* **WHAT YOU WILL DO**
What lines of the data hold the string "Stallard"? Copy them all.

* **EXTRACTED ENTRIES**
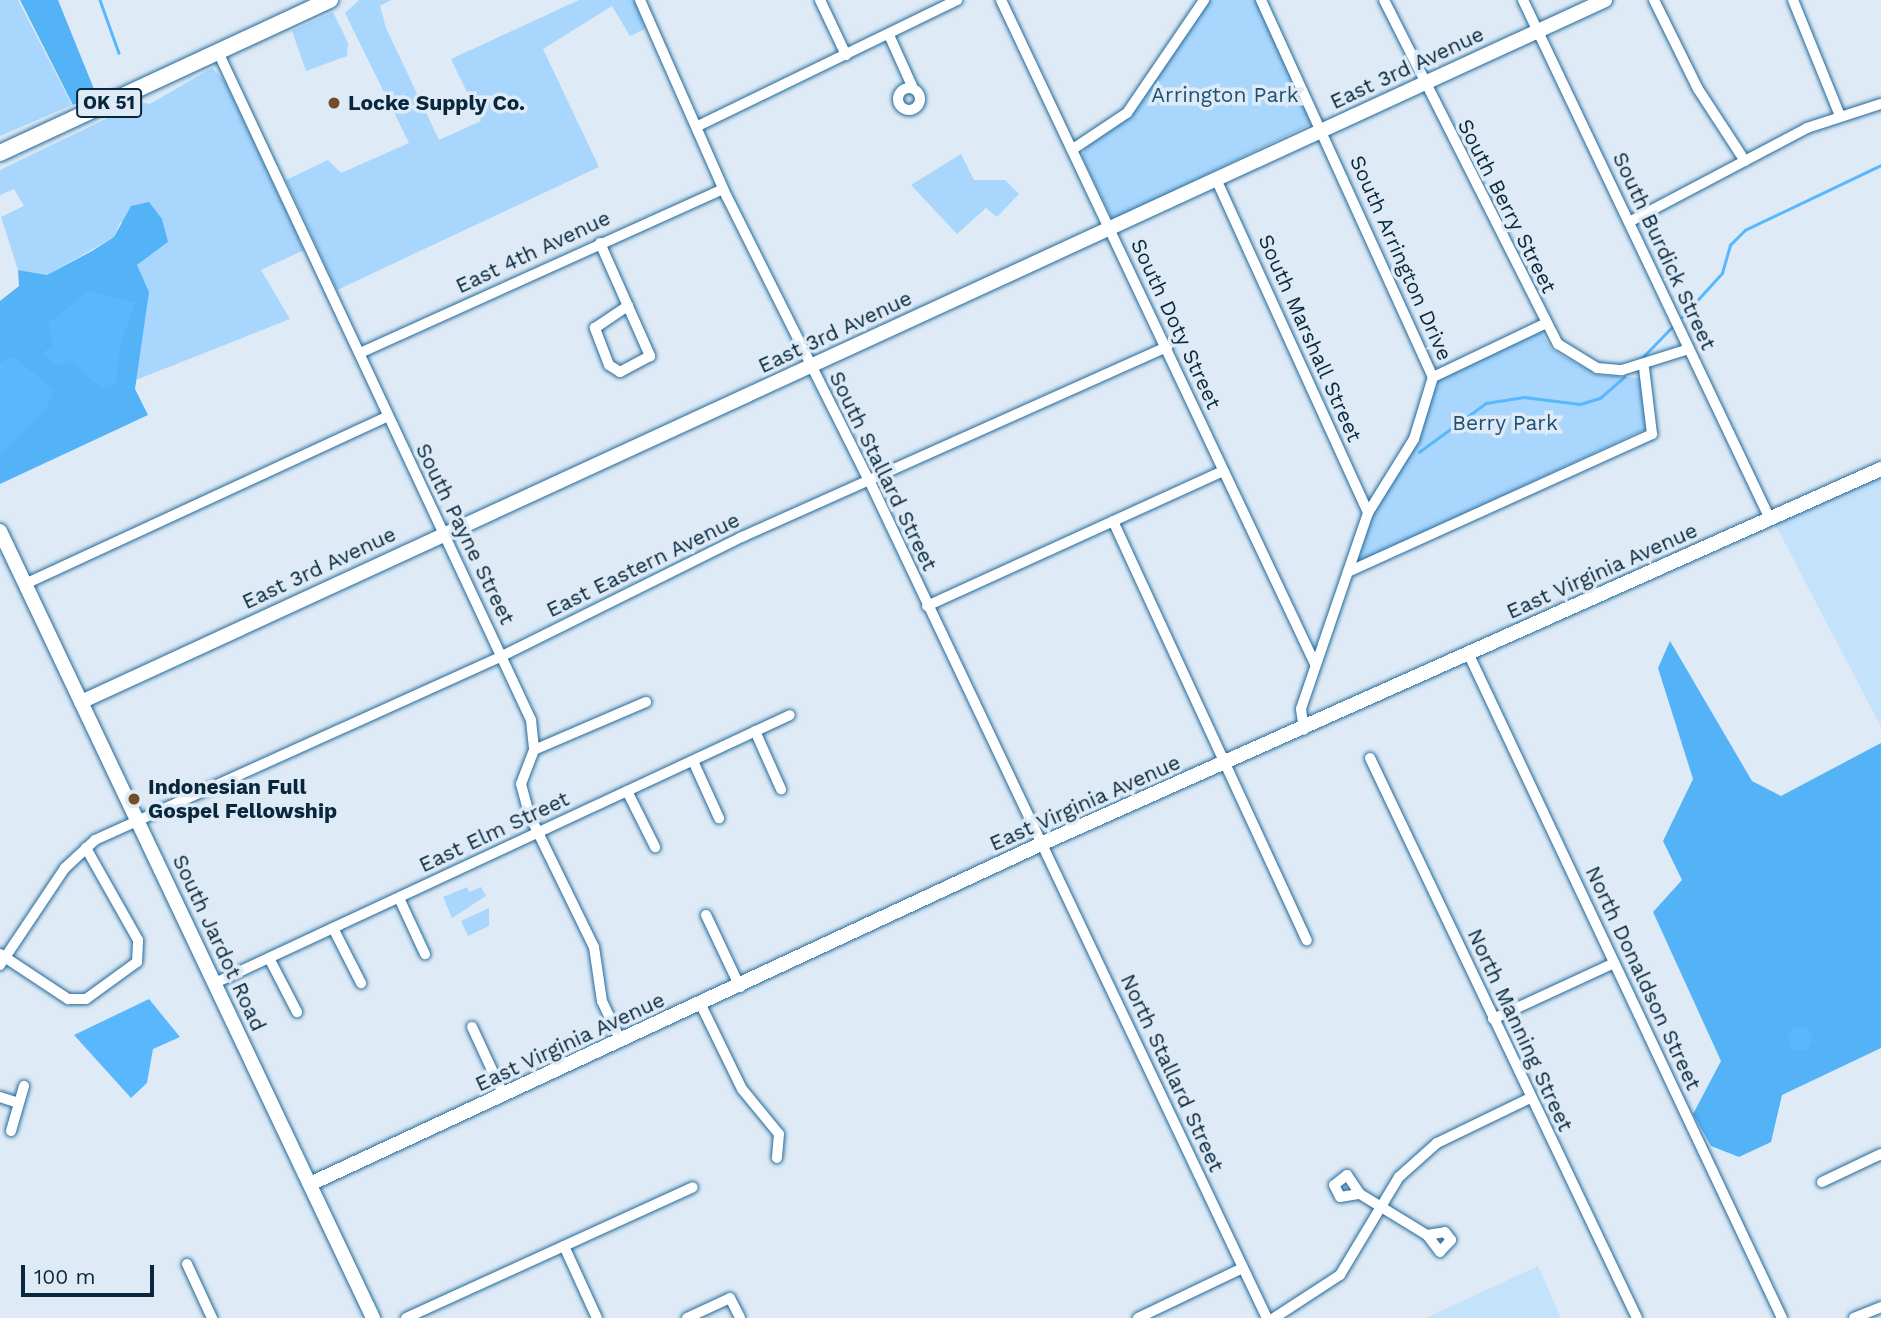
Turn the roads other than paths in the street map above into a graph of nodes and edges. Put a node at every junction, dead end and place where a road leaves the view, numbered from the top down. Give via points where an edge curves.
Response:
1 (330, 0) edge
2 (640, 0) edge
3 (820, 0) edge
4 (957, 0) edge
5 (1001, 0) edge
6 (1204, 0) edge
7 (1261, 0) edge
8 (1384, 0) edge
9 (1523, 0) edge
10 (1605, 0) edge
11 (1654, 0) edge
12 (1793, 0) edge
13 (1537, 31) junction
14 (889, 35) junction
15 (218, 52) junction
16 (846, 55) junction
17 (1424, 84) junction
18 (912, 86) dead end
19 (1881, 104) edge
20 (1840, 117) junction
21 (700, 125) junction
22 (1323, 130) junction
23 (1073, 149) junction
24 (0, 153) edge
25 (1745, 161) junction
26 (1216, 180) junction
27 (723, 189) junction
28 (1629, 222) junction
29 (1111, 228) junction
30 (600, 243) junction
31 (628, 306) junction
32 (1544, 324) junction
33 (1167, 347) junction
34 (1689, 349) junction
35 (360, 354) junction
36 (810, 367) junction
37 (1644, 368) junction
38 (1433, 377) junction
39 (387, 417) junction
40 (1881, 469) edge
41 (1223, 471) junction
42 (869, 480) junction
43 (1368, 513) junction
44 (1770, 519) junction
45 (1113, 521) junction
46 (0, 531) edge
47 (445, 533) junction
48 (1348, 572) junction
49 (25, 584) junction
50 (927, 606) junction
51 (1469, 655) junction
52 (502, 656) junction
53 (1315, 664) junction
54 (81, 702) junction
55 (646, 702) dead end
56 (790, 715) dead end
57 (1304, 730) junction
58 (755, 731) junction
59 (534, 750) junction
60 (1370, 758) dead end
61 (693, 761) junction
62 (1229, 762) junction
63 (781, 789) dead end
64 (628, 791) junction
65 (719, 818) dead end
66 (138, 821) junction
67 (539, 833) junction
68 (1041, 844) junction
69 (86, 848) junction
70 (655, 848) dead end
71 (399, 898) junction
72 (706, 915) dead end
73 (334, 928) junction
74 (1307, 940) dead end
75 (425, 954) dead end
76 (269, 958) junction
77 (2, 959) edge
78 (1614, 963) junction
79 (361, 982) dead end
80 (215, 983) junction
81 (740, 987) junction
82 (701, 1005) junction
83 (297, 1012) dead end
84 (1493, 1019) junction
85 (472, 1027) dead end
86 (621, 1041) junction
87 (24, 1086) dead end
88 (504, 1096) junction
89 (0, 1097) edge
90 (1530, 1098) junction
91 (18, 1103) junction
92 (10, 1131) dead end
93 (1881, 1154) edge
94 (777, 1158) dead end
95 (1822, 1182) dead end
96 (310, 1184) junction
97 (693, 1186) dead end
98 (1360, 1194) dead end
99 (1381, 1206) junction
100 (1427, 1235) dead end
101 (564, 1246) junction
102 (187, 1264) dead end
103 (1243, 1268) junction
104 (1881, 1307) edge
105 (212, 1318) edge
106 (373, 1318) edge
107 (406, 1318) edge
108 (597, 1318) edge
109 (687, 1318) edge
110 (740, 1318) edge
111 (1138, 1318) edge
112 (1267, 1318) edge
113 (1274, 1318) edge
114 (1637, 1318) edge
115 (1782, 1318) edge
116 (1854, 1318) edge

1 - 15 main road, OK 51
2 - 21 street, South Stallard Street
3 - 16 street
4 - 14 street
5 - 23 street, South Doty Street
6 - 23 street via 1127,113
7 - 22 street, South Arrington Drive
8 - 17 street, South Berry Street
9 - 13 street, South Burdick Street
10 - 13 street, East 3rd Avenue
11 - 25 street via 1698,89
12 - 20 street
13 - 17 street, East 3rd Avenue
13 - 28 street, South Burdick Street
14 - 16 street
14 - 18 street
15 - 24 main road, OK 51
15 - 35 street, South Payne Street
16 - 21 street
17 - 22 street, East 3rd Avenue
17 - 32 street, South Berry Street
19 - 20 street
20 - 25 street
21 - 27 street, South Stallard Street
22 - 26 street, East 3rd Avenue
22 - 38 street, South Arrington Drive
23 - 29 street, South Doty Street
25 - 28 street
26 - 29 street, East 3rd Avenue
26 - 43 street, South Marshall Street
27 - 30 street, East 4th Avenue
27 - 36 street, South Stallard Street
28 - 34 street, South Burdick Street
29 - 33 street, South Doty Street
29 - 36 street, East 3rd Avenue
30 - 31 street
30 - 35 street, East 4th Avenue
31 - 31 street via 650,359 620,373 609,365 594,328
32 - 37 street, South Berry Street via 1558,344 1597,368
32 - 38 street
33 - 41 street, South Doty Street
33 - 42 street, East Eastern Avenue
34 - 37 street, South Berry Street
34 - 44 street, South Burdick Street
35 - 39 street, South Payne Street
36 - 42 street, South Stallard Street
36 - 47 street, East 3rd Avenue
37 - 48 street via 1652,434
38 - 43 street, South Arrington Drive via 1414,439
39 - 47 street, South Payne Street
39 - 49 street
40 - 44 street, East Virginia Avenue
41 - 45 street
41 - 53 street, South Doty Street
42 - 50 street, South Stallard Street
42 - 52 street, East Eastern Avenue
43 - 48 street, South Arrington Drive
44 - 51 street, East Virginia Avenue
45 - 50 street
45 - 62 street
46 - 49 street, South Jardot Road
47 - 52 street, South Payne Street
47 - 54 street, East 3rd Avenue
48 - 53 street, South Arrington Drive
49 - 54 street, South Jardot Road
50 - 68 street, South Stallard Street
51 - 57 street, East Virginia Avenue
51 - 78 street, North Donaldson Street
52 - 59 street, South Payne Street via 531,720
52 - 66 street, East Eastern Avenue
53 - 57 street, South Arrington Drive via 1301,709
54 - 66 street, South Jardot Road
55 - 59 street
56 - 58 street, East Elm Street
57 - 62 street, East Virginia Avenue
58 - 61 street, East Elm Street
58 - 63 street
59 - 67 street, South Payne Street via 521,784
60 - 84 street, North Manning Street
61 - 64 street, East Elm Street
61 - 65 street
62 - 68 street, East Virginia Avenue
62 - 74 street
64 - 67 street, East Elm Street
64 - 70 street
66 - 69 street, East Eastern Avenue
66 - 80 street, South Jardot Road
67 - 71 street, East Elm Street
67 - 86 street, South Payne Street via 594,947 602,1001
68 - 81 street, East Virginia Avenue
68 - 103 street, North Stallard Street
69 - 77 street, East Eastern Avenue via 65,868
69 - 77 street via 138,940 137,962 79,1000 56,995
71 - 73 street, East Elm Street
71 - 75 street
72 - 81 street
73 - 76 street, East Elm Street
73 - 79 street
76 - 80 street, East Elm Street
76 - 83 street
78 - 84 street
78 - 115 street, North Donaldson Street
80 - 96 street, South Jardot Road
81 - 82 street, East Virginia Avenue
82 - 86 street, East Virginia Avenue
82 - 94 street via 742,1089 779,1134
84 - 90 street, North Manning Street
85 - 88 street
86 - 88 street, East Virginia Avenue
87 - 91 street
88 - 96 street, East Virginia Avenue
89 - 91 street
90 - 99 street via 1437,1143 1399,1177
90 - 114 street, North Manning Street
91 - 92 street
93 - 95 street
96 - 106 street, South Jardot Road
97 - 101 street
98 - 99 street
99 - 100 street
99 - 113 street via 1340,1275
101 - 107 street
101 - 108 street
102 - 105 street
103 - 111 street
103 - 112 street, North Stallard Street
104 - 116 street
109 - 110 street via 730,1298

* **FINAL ANSWER**
2 - 21 street, South Stallard Street
21 - 27 street, South Stallard Street
27 - 36 street, South Stallard Street
36 - 42 street, South Stallard Street
42 - 50 street, South Stallard Street
50 - 68 street, South Stallard Street
68 - 103 street, North Stallard Street
103 - 112 street, North Stallard Street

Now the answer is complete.